The US Department of Energy announced Monday the preliminary approval of up to 1.1 billion dollars to keep the last Diablo Canyon nuclear plant in operation, located on the central coast of the state of California.
“It is a critical step to ensure that our domestic nuclear fleet continues to provide reliable and affordable energy to Americans as the nation’s largest source of clean electricity,” said Energy Secretary Jennifer Granholm.
From the company Pacific Gas & Electric, operator of the installation, they assured that the federal money will be used to repay a loan granted by the state of California and will allow for expanded operations as well as reduced costs for customers.
The plant, whose two twin reactors were scheduled for decommissioning in 2024 and 2025, was chosen during the first round of the disbursement of funds that are planned to be carried out under the Civilian Nuclear Credit (CNC) Program.
This plan, which helps bail out plant operators financially troubled nuclear power plants, is part of the current Administration’s efforts to achieve the goal of 100% clean energy by 2035 and zero emissions by 2050.
The decision comes after the Department of Energy rejected the request for help to restart operation of the Palisades nuclear plant, located on the shores of Lake Michigan in the state of the same name and which was closed in the spring of this year after generating electricity for more than 50 years.
Reverse plant closures
At a general level, nuclear energy represents 50% of the total carbon-free electricity generated in the country. However, maintenance costs continue to rise, since most of the 53 commercial plants with 92 reactors in 28 states they were built between the years 1970-1990, AP review.

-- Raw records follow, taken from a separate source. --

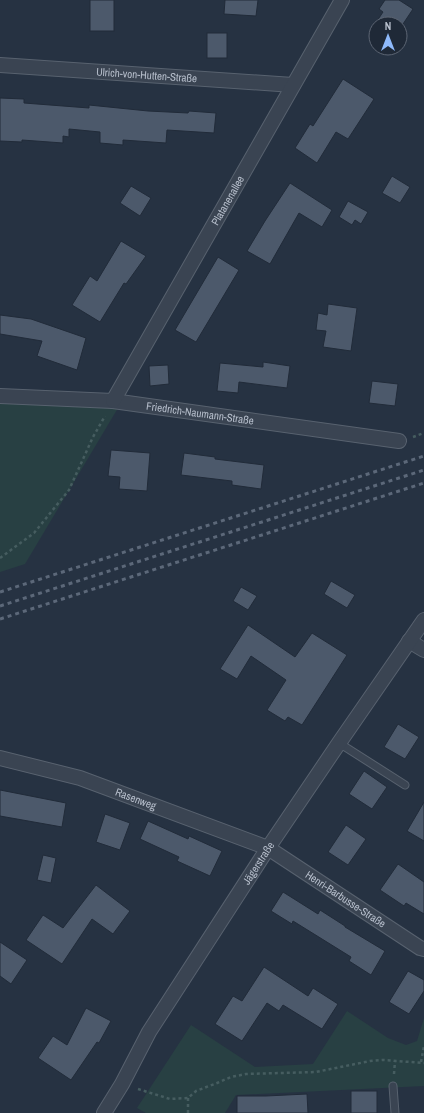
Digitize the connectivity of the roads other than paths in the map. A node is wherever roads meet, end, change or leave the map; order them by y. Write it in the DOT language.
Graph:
graph roads {
  1 [pos="342,0"];
  2 [pos="0,65"];
  3 [pos="293,85"];
  4 [pos="0,396"];
  5 [pos="113,401"];
  6 [pos="399,441"];
  7 [pos="424,620"];
  8 [pos="409,641"];
  9 [pos="424,650"];
  10 [pos="339,743"];
  11 [pos="0,758"];
  12 [pos="405,785"];
  13 [pos="268,848"];
  14 [pos="424,949"];
  15 [pos="394,1086"];
  16 [pos="104,1113"];
  17 [pos="395,1113"];
  1 -- 3 [label="street, Platanenallee"];
  2 -- 3 [label="street, Ulrich-von-Hutten-Straße"];
  3 -- 5 [label="street, Platanenallee"];
  4 -- 5 [label="street, Friedrich-Naumann-Straße"];
  5 -- 6 [label="street, Friedrich-Naumann-Straße"];
  7 -- 8 [label="street, Jägerstraße"];
  8 -- 9 [label="street"];
  8 -- 10 [label="street, Jägerstraße"];
  10 -- 12 [label="lane"];
  10 -- 13 [label="street, Jägerstraße"];
  11 -- 13 [label="street, Rasenweg"];
  13 -- 14 [label="street, Henri-Barbusse-Straße"];
  13 -- 16 [label="street, Jägerstraße"];
  15 -- 17 [label="lane"];
}
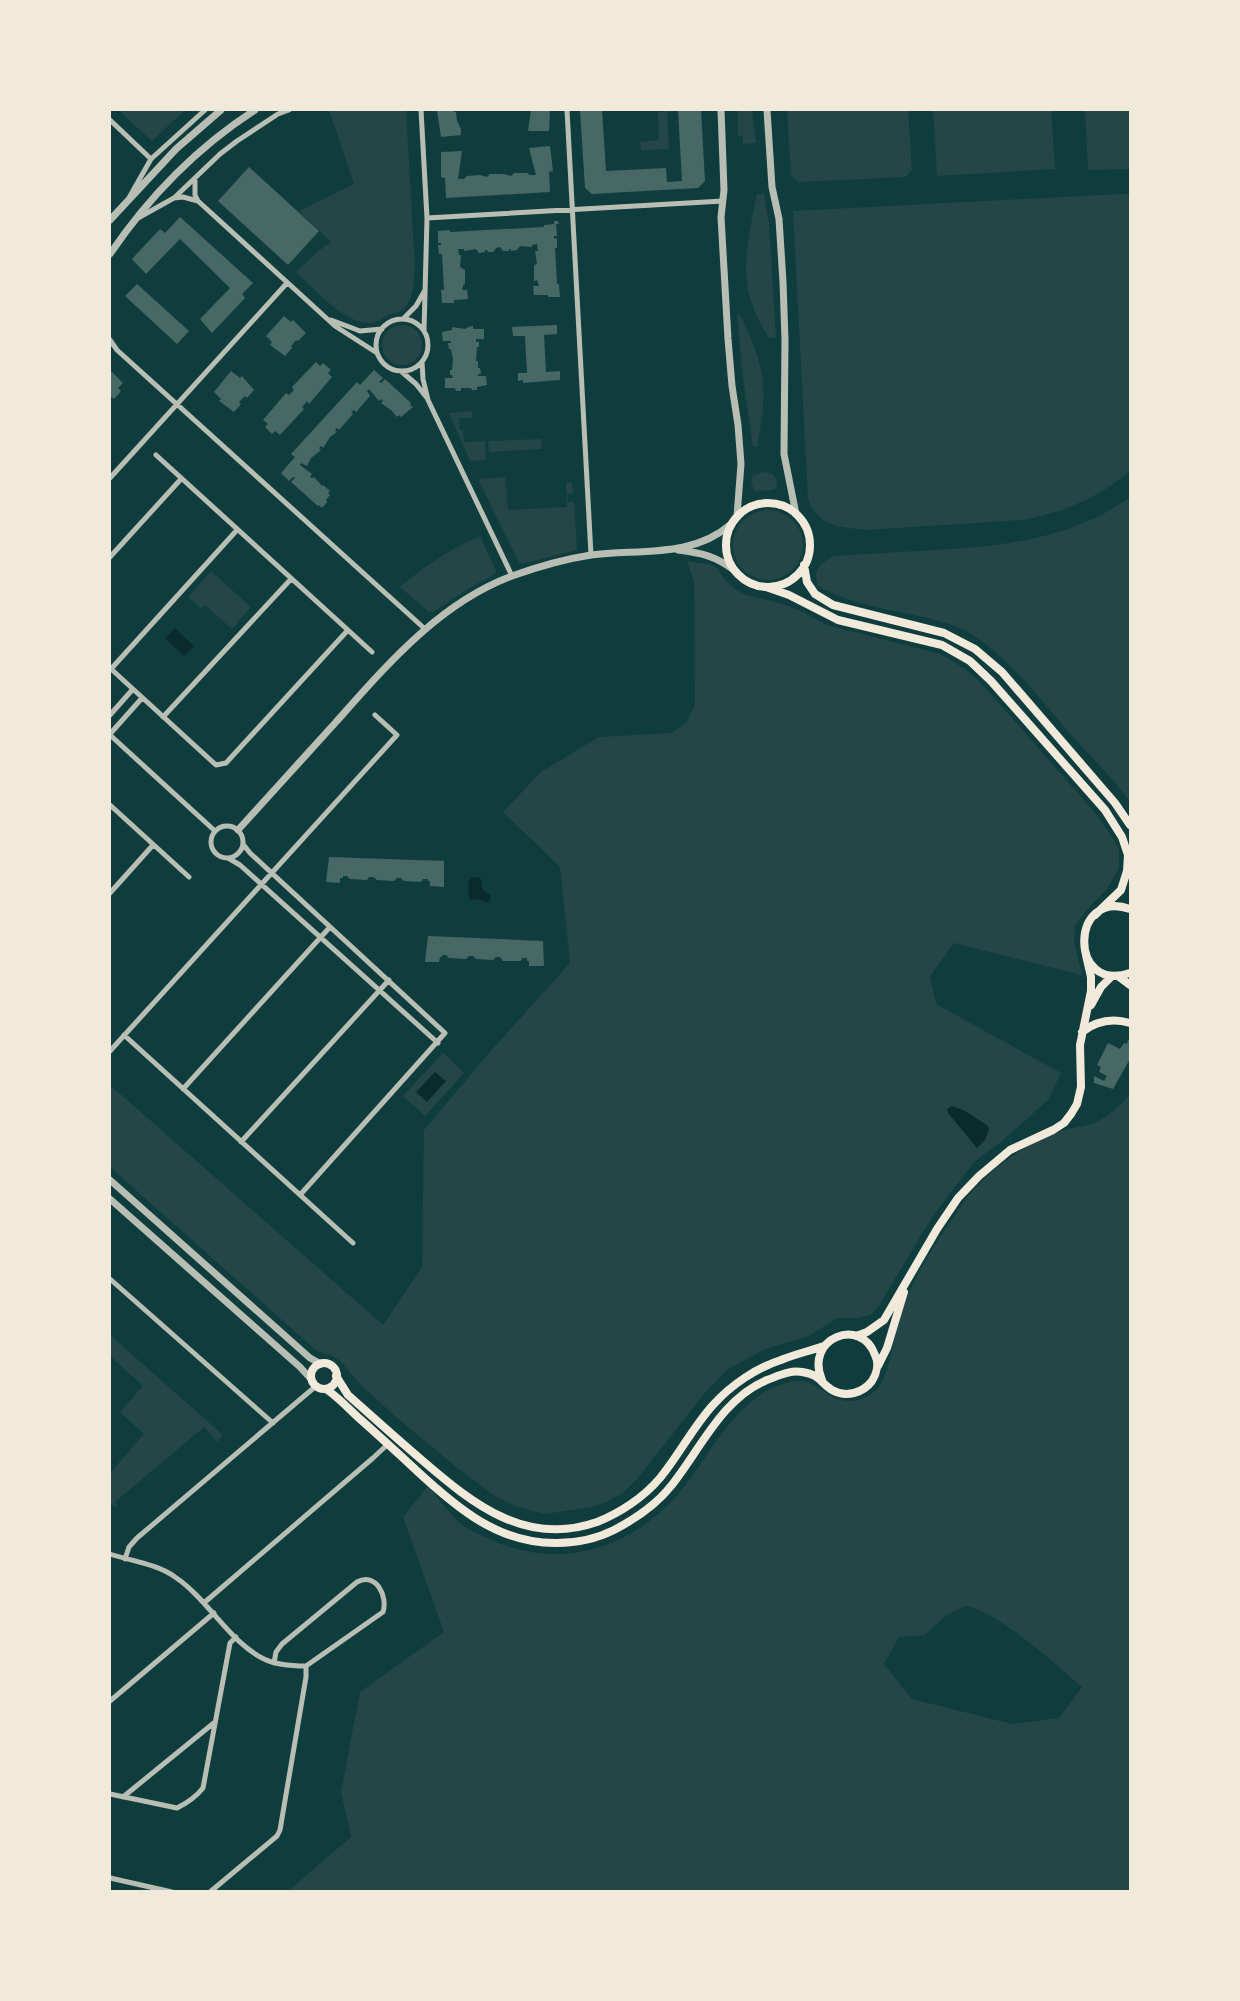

Since 2013, 13 nuclear reactors were shut down in advance due to changes in the energy markets and other economic factors, they specify from the government agency.
In an attempt to reverse the trend, the White House launched in April the bipartisan infrastructure plan valued at 6 billion dollars to save the nuclear plants that are at risk of being turned off and continue with their commitment to combat climate change.